NARDÒ - Alessandro Corrado Piccione, il 40enne neretino accusato di lesioni gravissime e omissione di soccorso, alcune ore dopo l'investimento di Antonella Bisanti, ora dovrà rispondere anche di tentato omicidio.

Lo ha stabilito il gip del Tribunale di Lecce, Carlo Cazzella, in sede di convalida dell'arresto, riformulando il capo d'imputazione , su proposta del pubblico ministero, Giovanni De Palma.

Sulla scorta dell'attività investigativa, condotta dagli agenti del commissariato di Nardò, coordinati dal vicequestore aggiunto, Pantaleo Nicolì, e di nuove acquisizioni, infatti, l'uomo si è visto modificare il capo d'accusa: in un primo momento, le responsabilità attribuitegli erano state stabilite sulla base del  primo certificato medico,  rilasciato dal personale del pronto soccorso.

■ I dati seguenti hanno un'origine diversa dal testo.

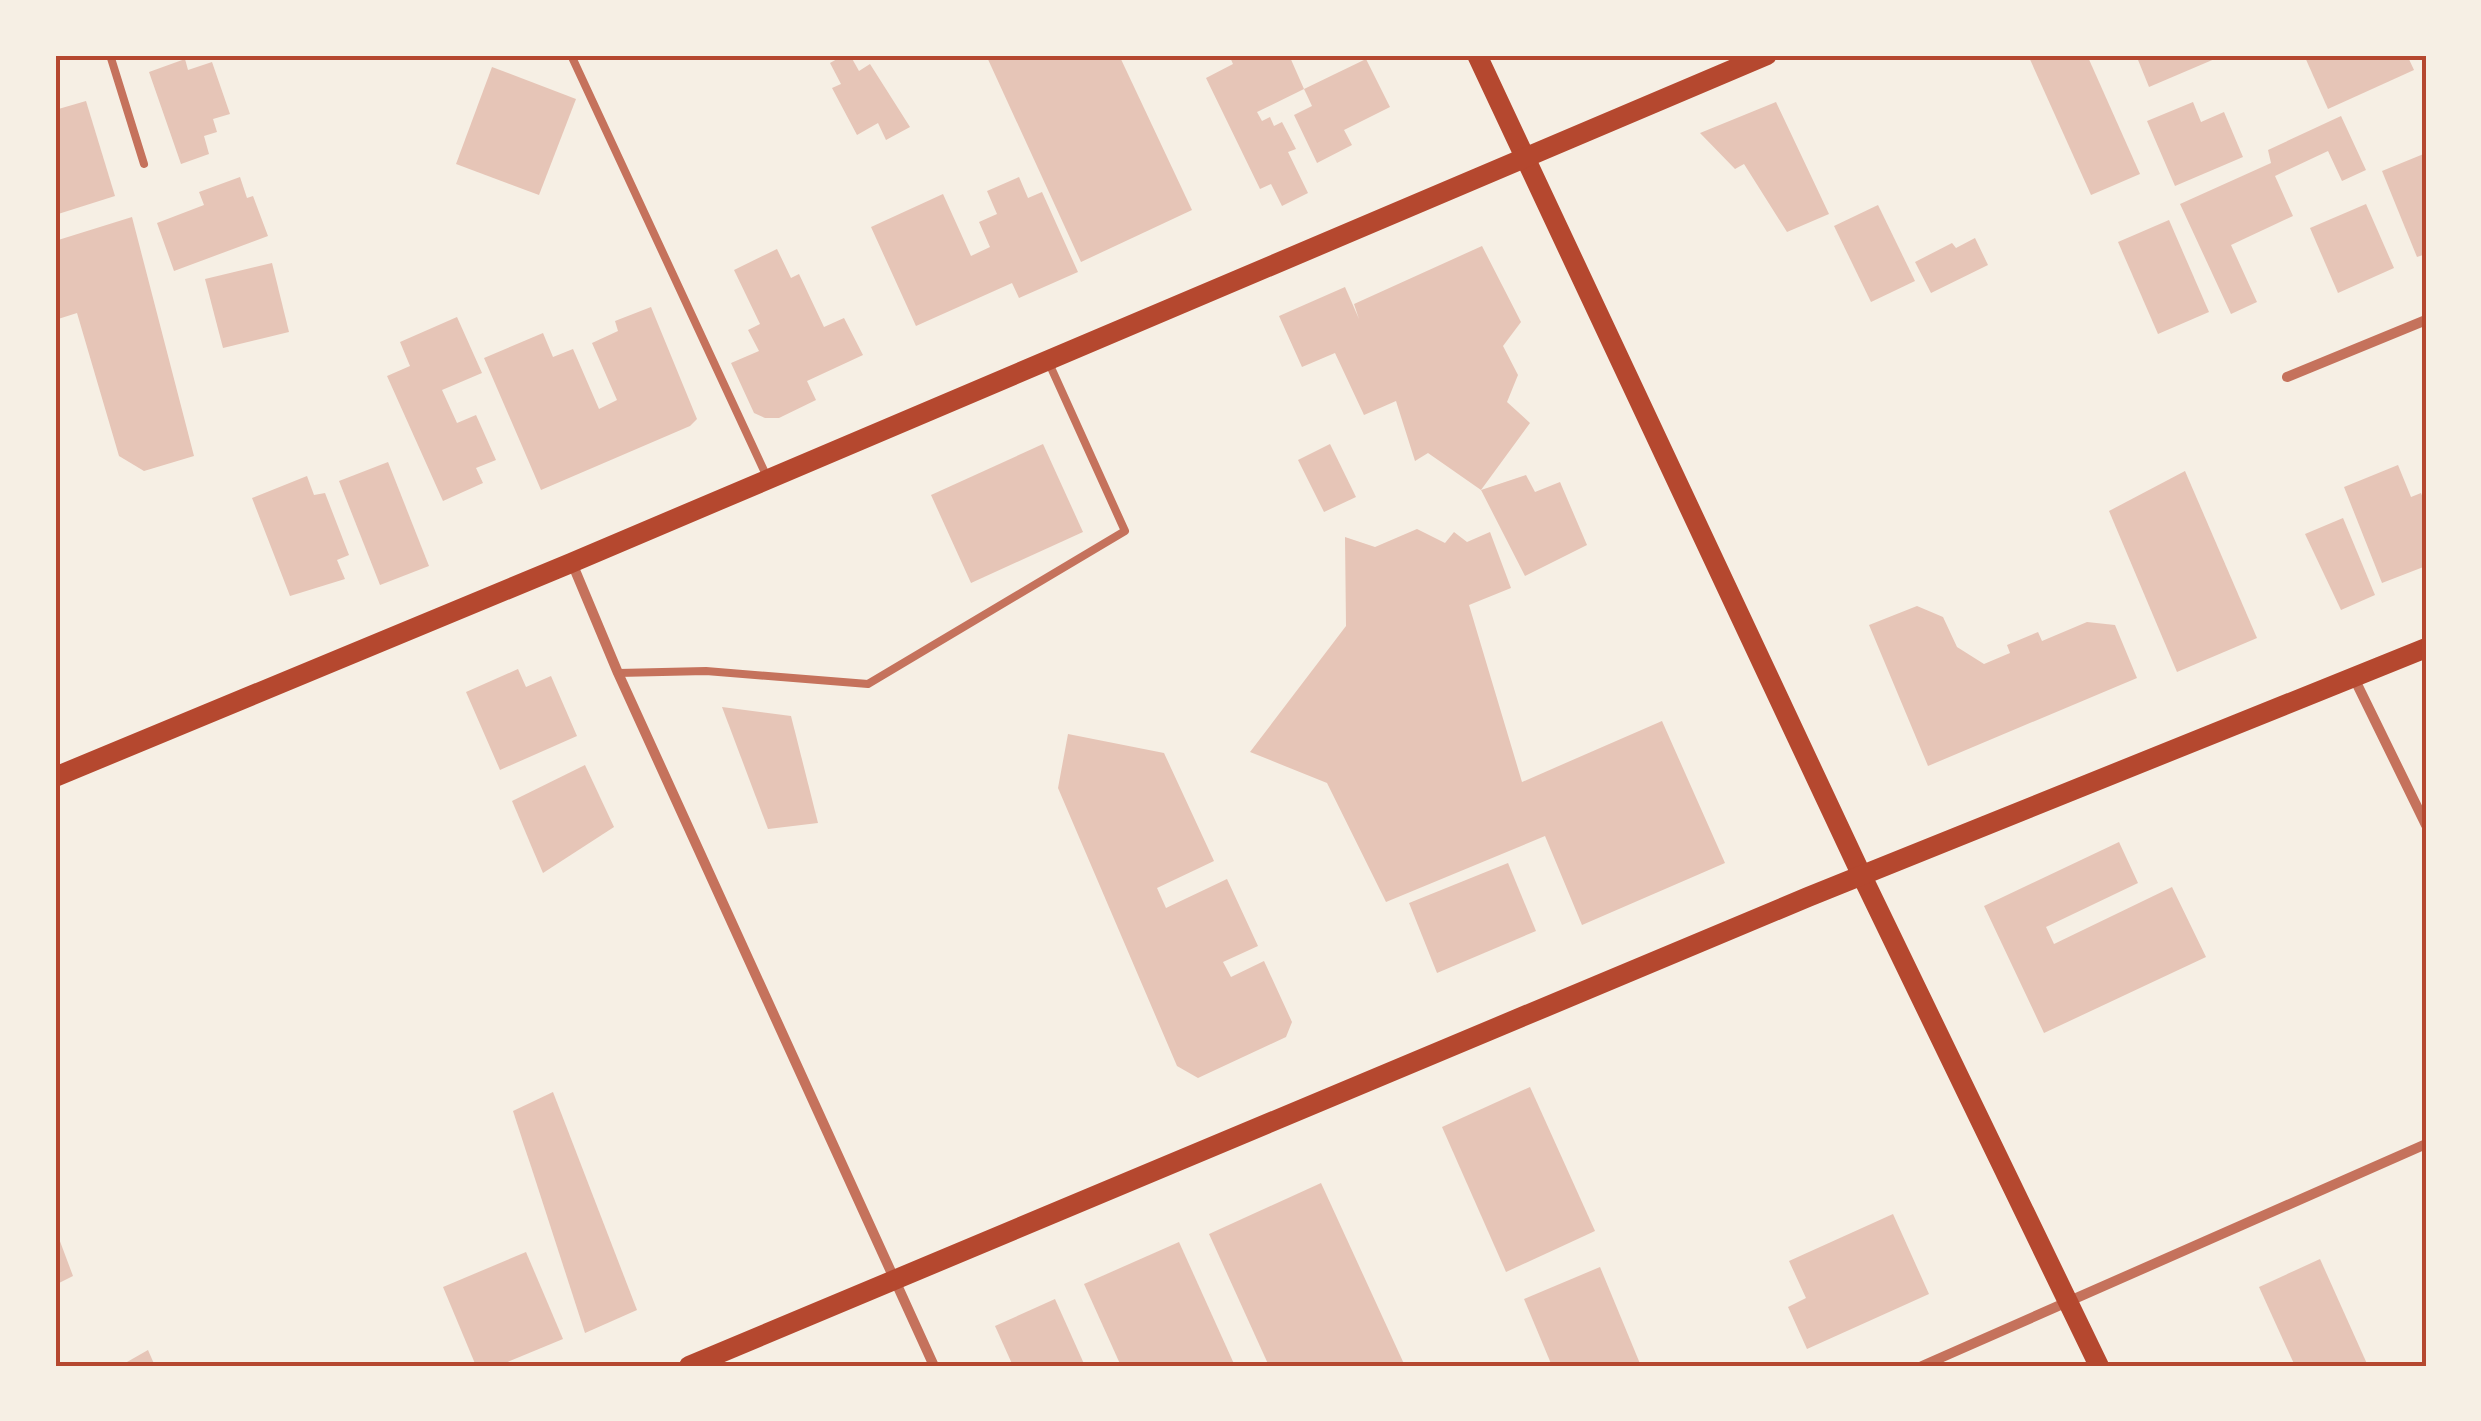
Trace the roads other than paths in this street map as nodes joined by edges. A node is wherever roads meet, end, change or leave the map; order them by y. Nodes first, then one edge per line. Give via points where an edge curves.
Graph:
1 (110, 55) edge
2 (571, 55) edge
3 (1477, 55) edge
4 (1767, 55) edge
5 (1526, 156) junction
6 (144, 164) dead end
7 (2426, 320) edge
8 (1048, 361) junction
9 (2287, 377) dead end
10 (768, 478) junction
11 (571, 562) junction
12 (2426, 648) edge
13 (618, 673) junction
14 (2354, 678) junction
15 (55, 776) edge
16 (2426, 825) edge
17 (1862, 876) junction
18 (2426, 1144) edge
19 (895, 1281) junction
20 (2069, 1301) junction
21 (689, 1366) edge
22 (934, 1366) edge
23 (1922, 1366) edge
24 (2099, 1366) edge

1 - 6 lane
2 - 10 lane
3 - 5 main road
4 - 5 main road
5 - 8 main road
5 - 17 main road
7 - 9 street
8 - 10 main road
8 - 13 lane via 1125,531 868,684 706,671
10 - 11 main road
11 - 13 street
11 - 15 main road
12 - 14 main road
13 - 19 street
14 - 16 street
14 - 17 main road
17 - 19 main road
17 - 20 main road
18 - 20 street
19 - 21 main road
19 - 22 street
20 - 23 street
20 - 24 main road

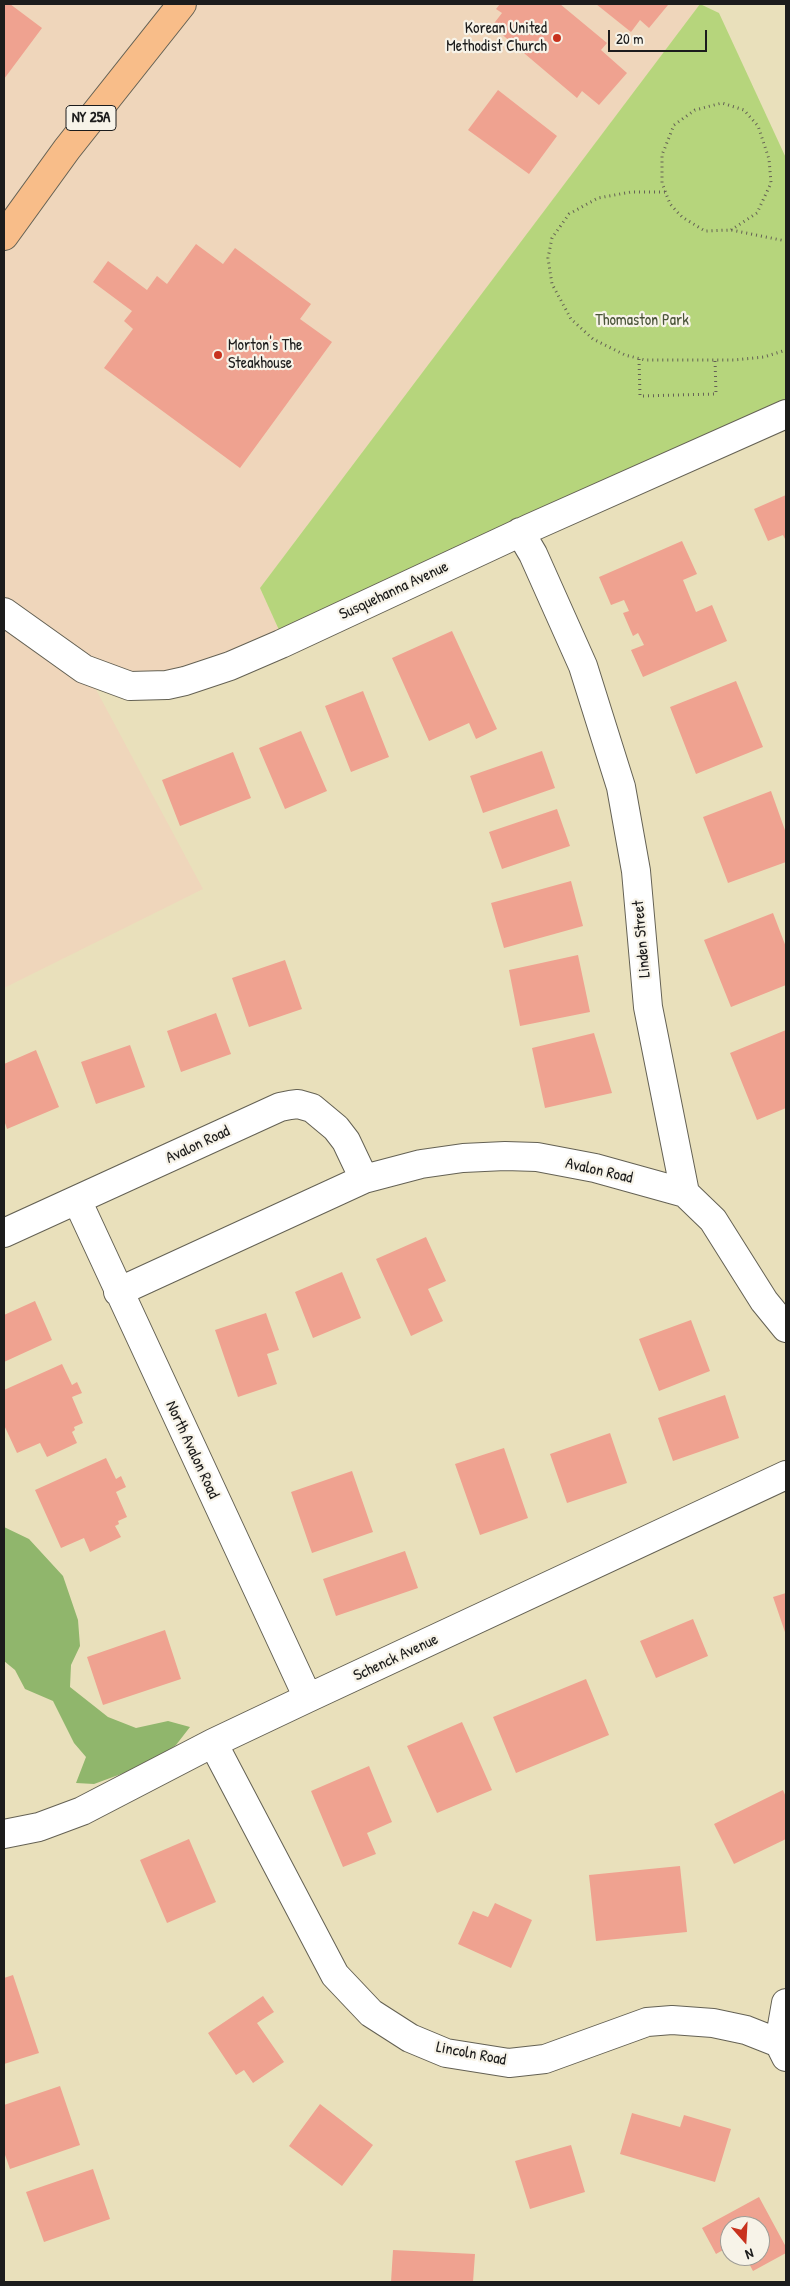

PICCIONE Alessandro-3Piccione si trovava alla guida della Toyota Corolla, al momento dell'episodio, avvenuto nel pomeriggio di giovedì, in via Don Gregorio Gaballo, alla periferia neretina, in seguito ad un violento litigio con la 47enne. In quell'occasione, la vittima ha riportato gravi lesioni ed emorragie interne. Davanti all'attuale quadro clinico della donna - in coma farmacologico presso l'ospedale Vito Fazzi di Lecce - che seppur stazionario, resta alquanto critico, gli inquirenti, su delega del pm, hanno anche sottoposto a sequestro cautelativo un'arma legalmente detenuta dal 40enne: una pistola "Beretta", calibro 9 x 21.

Nelle prossime ore, intanto, proseguirà l'attività di indagine: sono previste alcune perizie sul veicolo di Piccione, mentre si cercheranno altri elementi probatori utili alla ricostruzione di quanto accaduto.